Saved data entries
• • • • • • •

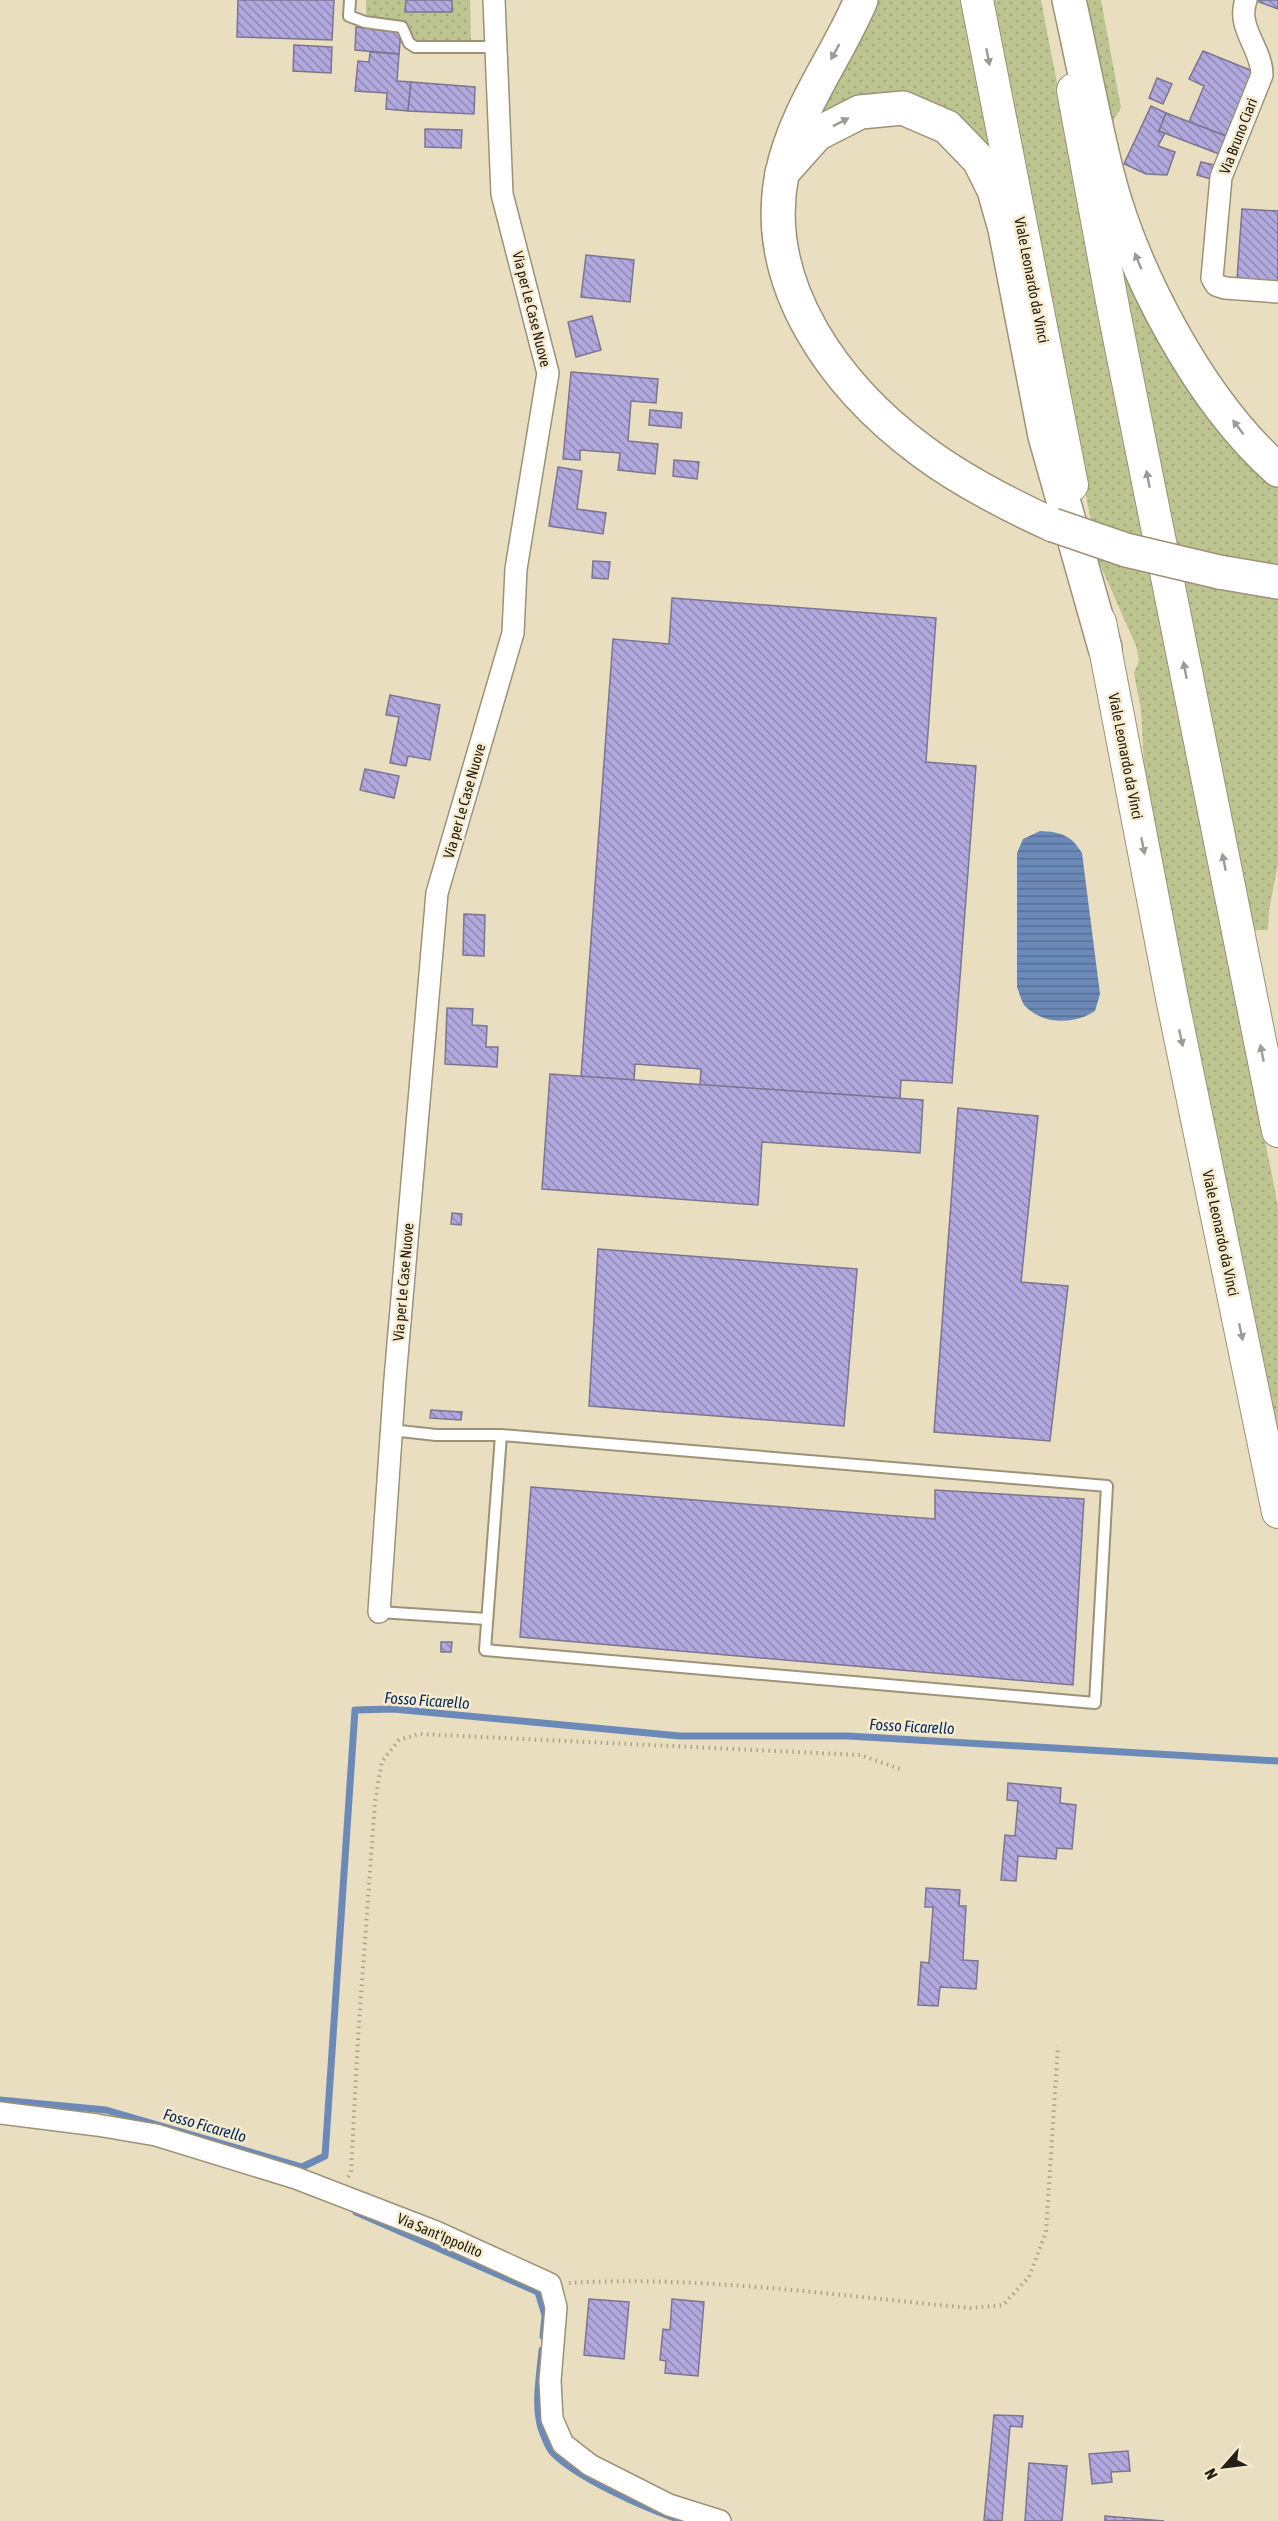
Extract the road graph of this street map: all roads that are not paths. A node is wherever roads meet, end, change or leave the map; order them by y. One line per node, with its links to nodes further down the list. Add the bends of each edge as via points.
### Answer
1 (350, 0): 8 (lane, via 349,16 402,27 415,47)
2 (494, 0): 8 (street, Via per Le Case Nuove)
3 (861, 0): 9 (highway, one-way to 9, via 806,104)
4 (977, 0): 13 (main road, Viale Leonardo da Vinci, one-way to 13)
5 (1059, 0): 14 (main road, one-way to 5, via 1112,300)
6 (1069, 0): 11 (highway, one-way to 6, via 1244,436 1184,356 1138,261 1108,174)
7 (1246, 0): 10 (street, Via Bruno Ciari, via 1243,20 1262,75 1221,177 1212,278 1216,285 1225,288)
8 (496, 47): 15 (street, Via per Le Case Nuove, via 502,194 548,374 516,569 513,633 437,893)
9 (782, 173): 12 (highway, bridge, via 782,255 796,302 815,339 839,372 923,452 982,490 1053,525 1126,550); 13 (highway, one-way to 13, via 817,134 860,112 903,108 946,127 979,160 994,190 1005,230 1045,436)
10 (1278, 292)
11 (1278, 470)
12 (1278, 582)
13 (1105, 648): 17 (main road, Viale Leonardo da Vinci, one-way to 17)
14 (1278, 1131)
15 (391, 1430): 16 (lane); 18 (street, Via per Le Case Nuove)
16 (501, 1435): 19 (lane); 19 (lane, via 1107,1486 1095,1703 485,1650)
17 (1278, 1512)
18 (378, 1612): 19 (lane)
19 (487, 1619)
20 (0, 2113): 21 (street, Via Sant'Ippolito, via 156,2135 338,2192 550,2284 556,2307 550,2381 552,2419 563,2444 590,2465 669,2505)
21 (720, 2521)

• • • • • • •

Write out the records above exactly. Pictures do not belong in the copy.

Solution for this exercise -
Extract the road graph of this street map: all roads that are not paths. A node is wherever roads meet, end, change or leave the map; order them by y. One line per node, with its links to nodes further down the list. Add the bends of each edge as via points.
### Answer
1 (350, 0): 8 (lane, via 349,16 402,27 415,47)
2 (494, 0): 8 (street, Via per Le Case Nuove)
3 (861, 0): 9 (highway, one-way to 9, via 806,104)
4 (977, 0): 13 (main road, Viale Leonardo da Vinci, one-way to 13)
5 (1059, 0): 14 (main road, one-way to 5, via 1112,300)
6 (1069, 0): 11 (highway, one-way to 6, via 1244,436 1184,356 1138,261 1108,174)
7 (1246, 0): 10 (street, Via Bruno Ciari, via 1243,20 1262,75 1221,177 1212,278 1216,285 1225,288)
8 (496, 47): 15 (street, Via per Le Case Nuove, via 502,194 548,374 516,569 513,633 437,893)
9 (782, 173): 12 (highway, bridge, via 782,255 796,302 815,339 839,372 923,452 982,490 1053,525 1126,550); 13 (highway, one-way to 13, via 817,134 860,112 903,108 946,127 979,160 994,190 1005,230 1045,436)
10 (1278, 292)
11 (1278, 470)
12 (1278, 582)
13 (1105, 648): 17 (main road, Viale Leonardo da Vinci, one-way to 17)
14 (1278, 1131)
15 (391, 1430): 16 (lane); 18 (street, Via per Le Case Nuove)
16 (501, 1435): 19 (lane); 19 (lane, via 1107,1486 1095,1703 485,1650)
17 (1278, 1512)
18 (378, 1612): 19 (lane)
19 (487, 1619)
20 (0, 2113): 21 (street, Via Sant'Ippolito, via 156,2135 338,2192 550,2284 556,2307 550,2381 552,2419 563,2444 590,2465 669,2505)
21 (720, 2521)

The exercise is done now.